Rachel: “We have a great relationship now as adults. We’re amazing friends and spend a lot of time together. I don’t ever feel like we have to make an effort to see one another, it just happens naturally. It’s great to have such a close connection, we’d be lost without each other!”
Jessica: “We both joined Slimming World as we wanted to lose weight before Rachel’s wedding last June. I set up our Instagram account @sw_twins as a way of sharing our meals – now we have over 10,000 followers. We’re big foodies and love heading out to new brunch spots around Dublin, so you’ll see a bit of that on the page, along with some twin spam!”
Rachel: “The best thing about being a twin is having someone who’ll always have your back. We’re very protective of one another and our friends constantly joke about it. We do so much together and it’s great to have a partner in crime who you love and loves you back unconditionally.”
Elizabeth Nicholas is mam to seven-month-old triplets Pádraig, Seán and Fionn
“To say we were surprised to be having triplets is an understatement! We were initially told twins but at the following scan, they found another heartbeat. I don’t think my husband could speak for a few hours, but once we were over the initial shock of it we were over the moon! A triplet pregnancy is high risk so there is fear that something might go wrong during the pregnancy, worry that financially it will be very tight, pure and utter delight that you will have your family done and dusted in one go (for us anyway), shock that this has happened, and the nervousness of the attention it can bring. Once they were all healthy and growing we just counted our blessings and looked forward to becoming a family of five.
On a typical day I’m awake by 6.30 or 7am. I usually have one on the playmat, another doing tummy time and another one in a Jumperoo or bassinet while I get the bottles, bibs and myself ready, and then they are fed in rotation, burped and put down for a nap. While they nap after their first bottle, it’s my chance to have my breakfast, get the washes on, sterilise the bottles and generally try to put some order into the house! In between feeds I’m also trying to feed myself, but I can’t tell you how many cups of tea or coffee that have gone cold from having to prise myself away from what I’m trying to eat to pick up one of them. From 8.30pm I have time to myself to eat, relax and chat to my husband before I go to bed… It’s hectic but I love it, and the day flies!

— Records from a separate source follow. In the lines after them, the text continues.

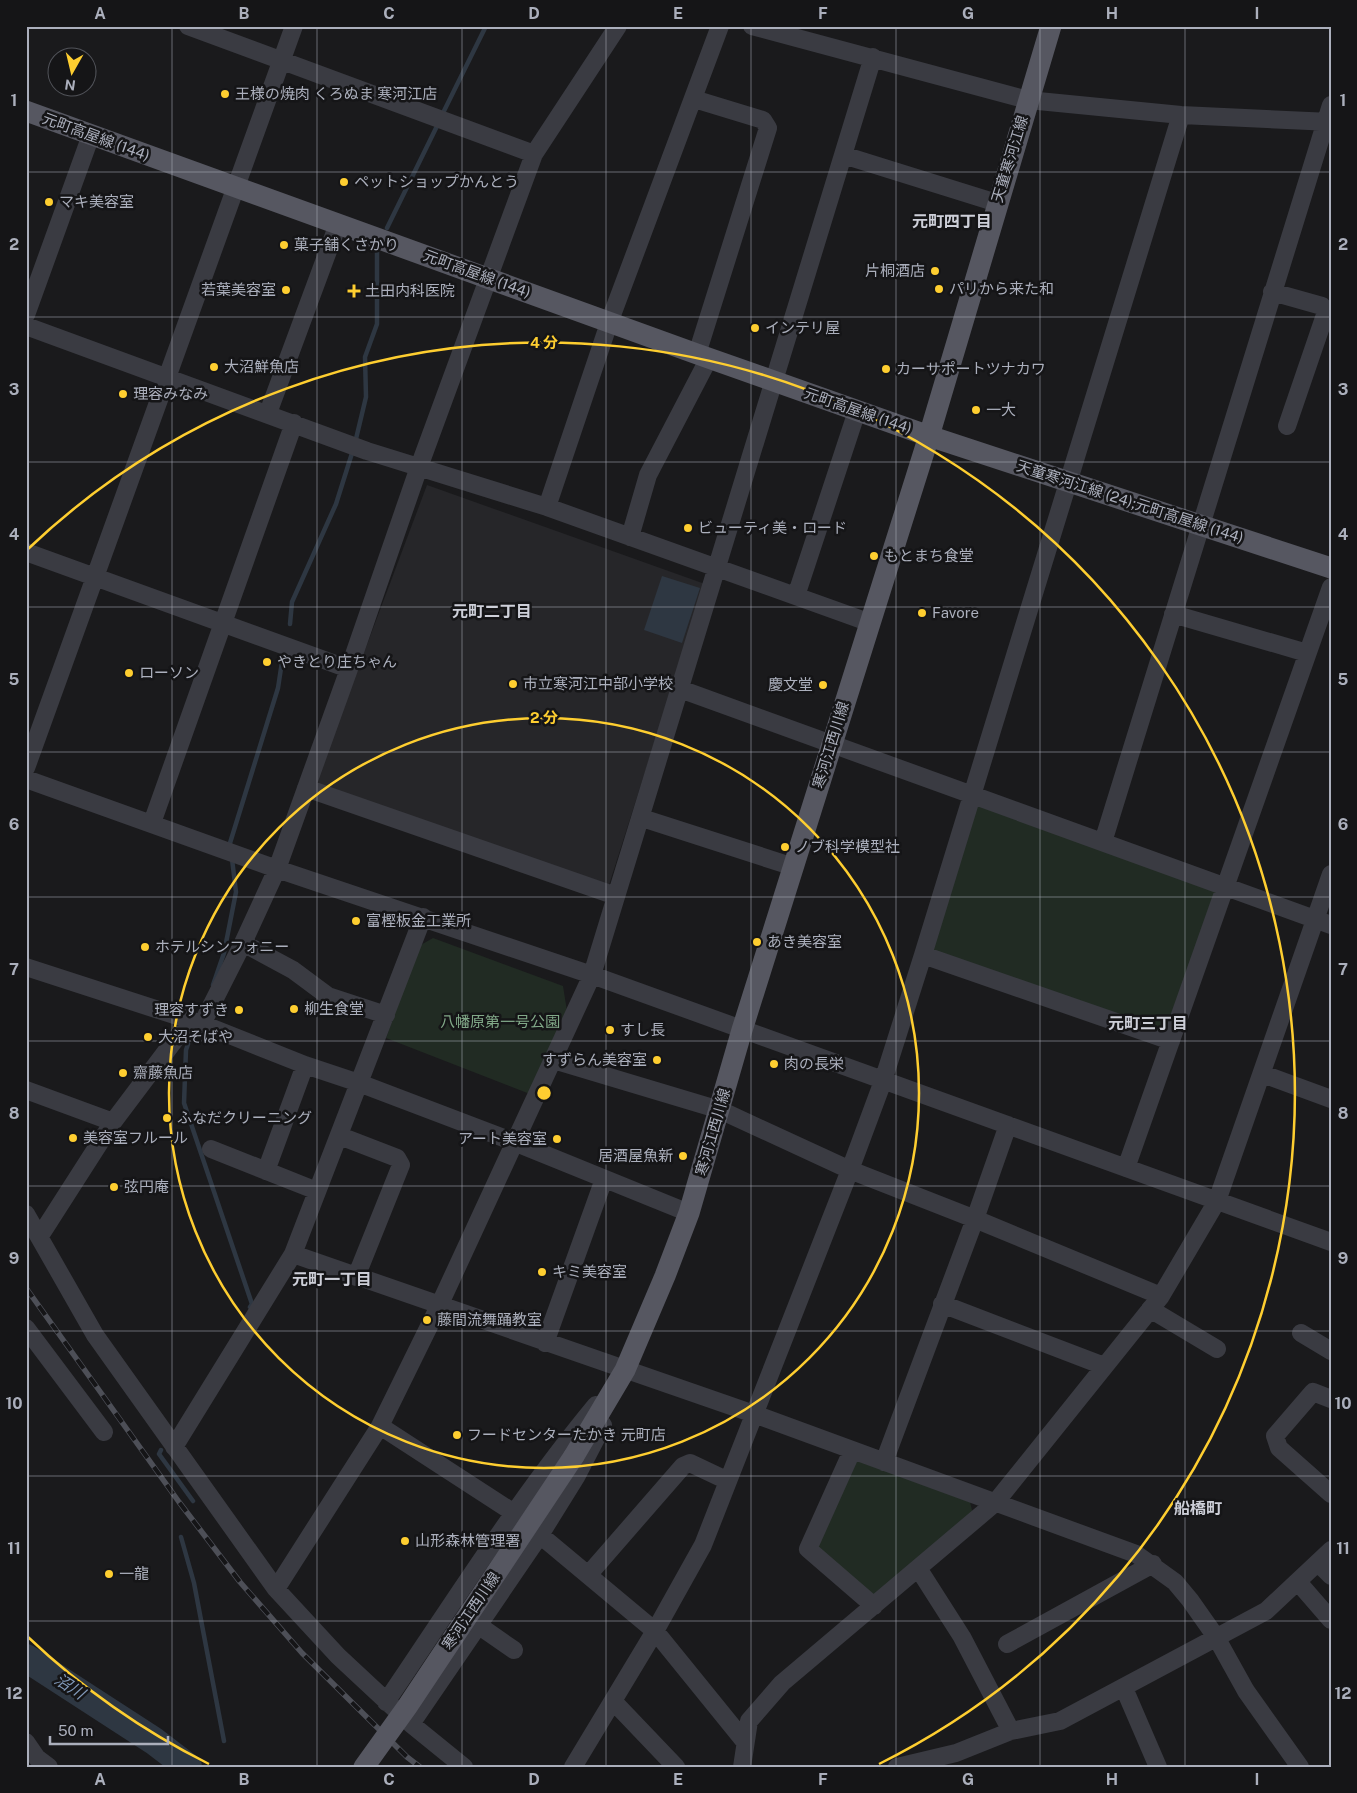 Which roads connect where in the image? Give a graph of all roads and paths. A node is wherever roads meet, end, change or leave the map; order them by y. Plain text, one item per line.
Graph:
1 (188, 26) edge
2 (294, 26) edge
3 (618, 26) edge
4 (720, 26) edge
5 (752, 26) edge
6 (1051, 26) edge
7 (873, 57) junction
8 (281, 60) junction
9 (694, 99) junction
10 (1028, 100) junction
11 (26, 111) edge
12 (1181, 115) junction
13 (1329, 116) edge
14 (91, 135) junction
15 (534, 154) junction
16 (843, 155) junction
17 (237, 188) junction
18 (997, 203) junction
19 (338, 224) junction
20 (487, 277) junction
21 (1272, 292) junction
22 (26, 315) edge
23 (610, 323) junction
24 (26, 326) edge
25 (703, 356) junction
26 (167, 378) junction
27 (774, 382) junction
28 (857, 411) junction
29 (268, 413) junction
30 (294, 423) junction
31 (1287, 426) dead end
32 (929, 436) junction
33 (419, 467) junction
34 (1069, 482) junction
35 (546, 507) junction
36 (1200, 524) junction
37 (630, 537) junction
38 (26, 552) edge
39 (1331, 568) edge
40 (717, 569) junction
41 (96, 577) junction
42 (1331, 587) edge
43 (796, 596) junction
44 (1173, 614) junction
45 (222, 622) junction
46 (868, 622) junction
47 (1307, 653) junction
48 (349, 670) junction
49 (680, 690) junction
50 (832, 743) junction
51 (26, 768) edge
52 (26, 779) edge
53 (306, 788) junction
54 (972, 794) junction
55 (642, 818) junction
56 (152, 823) junction
57 (1103, 842) junction
58 (794, 866) junction
59 (277, 869) junction
60 (1331, 874) edge
61 (1226, 886) junction
62 (616, 896) junction
63 (423, 917) junction
64 (1323, 922) edge
65 (243, 943) junction
66 (923, 954) junction
67 (26, 967) edge
68 (592, 975) junction
69 (386, 1014) junction
70 (202, 1024) junction
71 (742, 1030) junction
72 (1171, 1041) junction
73 (552, 1060) junction
74 (305, 1066) junction
75 (1263, 1074) junction
76 (883, 1081) junction
77 (359, 1083) junction
78 (26, 1090) edge
79 (1331, 1099) edge
80 (720, 1110) junction
81 (113, 1122) junction
82 (1008, 1125) junction
83 (340, 1136) junction
84 (514, 1142) junction
85 (211, 1149) dead end
86 (1126, 1168) junction
87 (266, 1170) junction
88 (850, 1170) junction
89 (604, 1179) junction
90 (317, 1191) junction
91 (1217, 1202) junction
92 (689, 1213) junction
93 (26, 1214) edge
94 (975, 1219) junction
95 (40, 1236) junction
96 (1331, 1242) edge
97 (293, 1254) junction
98 (356, 1277) junction
99 (1156, 1303) junction
100 (942, 1304) junction
101 (439, 1306) junction
102 (26, 1328) edge
103 (1301, 1333) dead end
104 (545, 1343) junction
105 (1218, 1349) dead end
106 (1331, 1351) edge
107 (1104, 1366) junction
108 (625, 1370) junction
109 (1331, 1399) edge
110 (754, 1414) junction
111 (380, 1426) junction
112 (104, 1432) dead end
113 (174, 1447) junction
114 (852, 1451) junction
115 (884, 1462) junction
116 (728, 1481) junction
117 (1331, 1494) edge
118 (995, 1503) junction
119 (514, 1513) junction
120 (540, 1535) junction
121 (1331, 1550) edge
122 (1152, 1564) junction
123 (918, 1568) junction
124 (1325, 1570) edge
125 (589, 1574) junction
126 (1298, 1582) junction
127 (276, 1589) junction
128 (874, 1606) junction
129 (1331, 1620) edge
130 (478, 1624) junction
131 (655, 1631) junction
132 (1216, 1637) junction
133 (1007, 1644) dead end
134 (514, 1650) dead end
135 (1124, 1688) junction
136 (613, 1700) junction
137 (386, 1702) junction
138 (411, 1724) junction
139 (1011, 1731) junction
140 (26, 1742) edge
141 (745, 1742) junction
142 (960, 1760) edge
143 (49, 1767) edge
144 (364, 1767) edge
145 (464, 1767) edge
146 (573, 1767) edge
147 (676, 1767) edge
148 (742, 1767) edge
149 (897, 1767) edge
150 (1158, 1767) edge
151 (1300, 1767) edge

1 - 8 street
2 - 8 street
3 - 15 street
4 - 9 street
5 - 7 street
6 - 10 main road, 天童寒河江線
7 - 10 street
7 - 16 street
8 - 15 street
8 - 17 street
9 - 23 street
9 - 25 street
10 - 12 street
10 - 18 main road, 天童寒河江線
11 - 14 main road, 元町高屋線 (144)
12 - 13 street
12 - 34 street
13 - 21 street
14 - 17 main road, 元町高屋線 (144)
14 - 22 street
15 - 20 street
16 - 18 street
16 - 27 street
17 - 19 main road, 元町高屋線 (144)
17 - 26 street
18 - 32 main road, 天童寒河江線
19 - 20 main road, 元町高屋線 (144)
19 - 29 street
20 - 23 main road, 元町高屋線 (144)
20 - 33 street
21 - 31 street
21 - 36 street
23 - 25 main road, 元町高屋線 (144)
23 - 35 street
24 - 26 street
25 - 27 main road, 元町高屋線 (144)
25 - 37 street
26 - 29 street
26 - 41 street
27 - 28 main road, 元町高屋線 (144)
27 - 40 street
28 - 32 main road, 元町高屋線 (144)
28 - 43 street
29 - 30 street
30 - 33 street
30 - 45 street
32 - 34 main road, 天童寒河江線 (24);元町高屋線 (144)
32 - 46 main road, 寒河江西川線
33 - 35 street
33 - 48 street
34 - 36 main road, 天童寒河江線 (24);元町高屋線 (144)
34 - 54 street
35 - 37 street
36 - 39 main road, 天童寒河江線 (24);元町高屋線 (144)
36 - 44 street
37 - 40 street
38 - 41 street
40 - 43 street
40 - 49 street
41 - 45 street
41 - 51 street
42 - 47 street
43 - 46 street
44 - 47 street
44 - 57 street
45 - 48 street
45 - 56 street
46 - 50 main road, 寒河江西川線
47 - 61 street
48 - 53 street
49 - 50 street
49 - 55 street
50 - 54 street
50 - 58 main road, 寒河江西川線
52 - 56 street
53 - 59 street
53 - 62 street
54 - 57 street
54 - 66 street
55 - 58 street
55 - 62 street
56 - 59 street
57 - 61 street
58 - 71 main road, 寒河江西川線
59 - 63 street
59 - 65 street
60 - 64 street
61 - 64 street
61 - 72 street
62 - 68 street
63 - 68 street
63 - 69 street
64 - 75 street
65 - 69 street
65 - 70 street
66 - 72 street
66 - 76 street
67 - 70 street
68 - 71 street
68 - 73 street
69 - 77 street
70 - 74 street
70 - 81 street
71 - 76 street
71 - 80 main road, 寒河江西川線
72 - 86 street
73 - 80 street
73 - 84 street
74 - 77 street
74 - 87 street
75 - 79 street
75 - 91 street
76 - 82 street
76 - 88 street
77 - 83 street
77 - 84 street
78 - 81 street
80 - 88 street
80 - 92 main road, 寒河江西川線
81 - 95 street
82 - 86 street
82 - 94 street
83 - 90 street
83 - 98 street
84 - 89 street
84 - 101 street
85 - 87 street
86 - 91 street
87 - 90 street
88 - 94 street
88 - 110 street
89 - 92 street
89 - 104 street
90 - 97 street
91 - 96 street
91 - 99 street
92 - 108 main road, 寒河江西川線
93 - 95 street
94 - 99 street
94 - 100 street
95 - 113 street
97 - 98 street
97 - 113 street
98 - 101 street
99 - 105 street
99 - 107 street
100 - 107 street
100 - 115 street
101 - 104 street
101 - 111 street
102 - 112 street
103 - 106 street
104 - 108 street
107 - 118 street
108 - 110 street
108 - 119 street
108 - 120 street
108 - 144 main road, 寒河江西川線, bridge
109 - 117 street
110 - 114 street
110 - 116 street
111 - 119 street
111 - 127 street
113 - 127 street
114 - 115 street
114 - 128 street
115 - 118 street
116 - 125 street
116 - 131 street
118 - 122 street
118 - 123 street
119 - 137 street
120 - 125 street
120 - 130 street
121 - 124 street
122 - 132 street
122 - 133 street
123 - 128 street
123 - 139 street
124 - 126 street
125 - 131 street
126 - 129 street
126 - 132 street
127 - 137 street
128 - 141 street
130 - 134 street
130 - 138 street
131 - 136 street
131 - 141 street
132 - 135 street
132 - 151 street
135 - 139 street
135 - 150 street
136 - 146 street
136 - 147 street
137 - 138 street
138 - 145 street
139 - 142 street
140 - 143 street
141 - 148 street
142 - 149 street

Honestly, being a mother of triplets has had an impact on my freedom and space. I’m definitely not complaining, but simple things I never even thought twice about before now require planning – for example food shopping, going for a walk, getting a haircut… I never even batted an eyelid to cars parking on footpaths until I took the triplet buggy out one day and had to either turn around or plan a different route. The buggy doesn’t fit through the gate of our local park, so I have to assemble the buggy inside the gate while the boys are in the car… Little things which turn into big jobs! We’ve had to get a new car and also need to move, as our current house is very small and the open plan kitchen/sitting room has turned into an obstacle course.
It can be stressful at times and guilt can creep in when you can’t give them all your undivided attention, but the good times far outweigh the hairy moments which are only fleeting! My favourite part of the day is first thing in the morning, going over to the cot and having three beautiful boys beaming up at me, kicking their legs in excitement, just delighted to see me.
I love the way they recognise each other now, hold hands and gaze at each other and of course have the ‘chats’ with mammy and daddy. I take great comfort in knowing they will grow up being best friends, will never be lonely and will always look out for each other. It’s so rewarding seeing them grow into their own personalities, and although they were born into this world together they are already so different, each with their own unique personality!”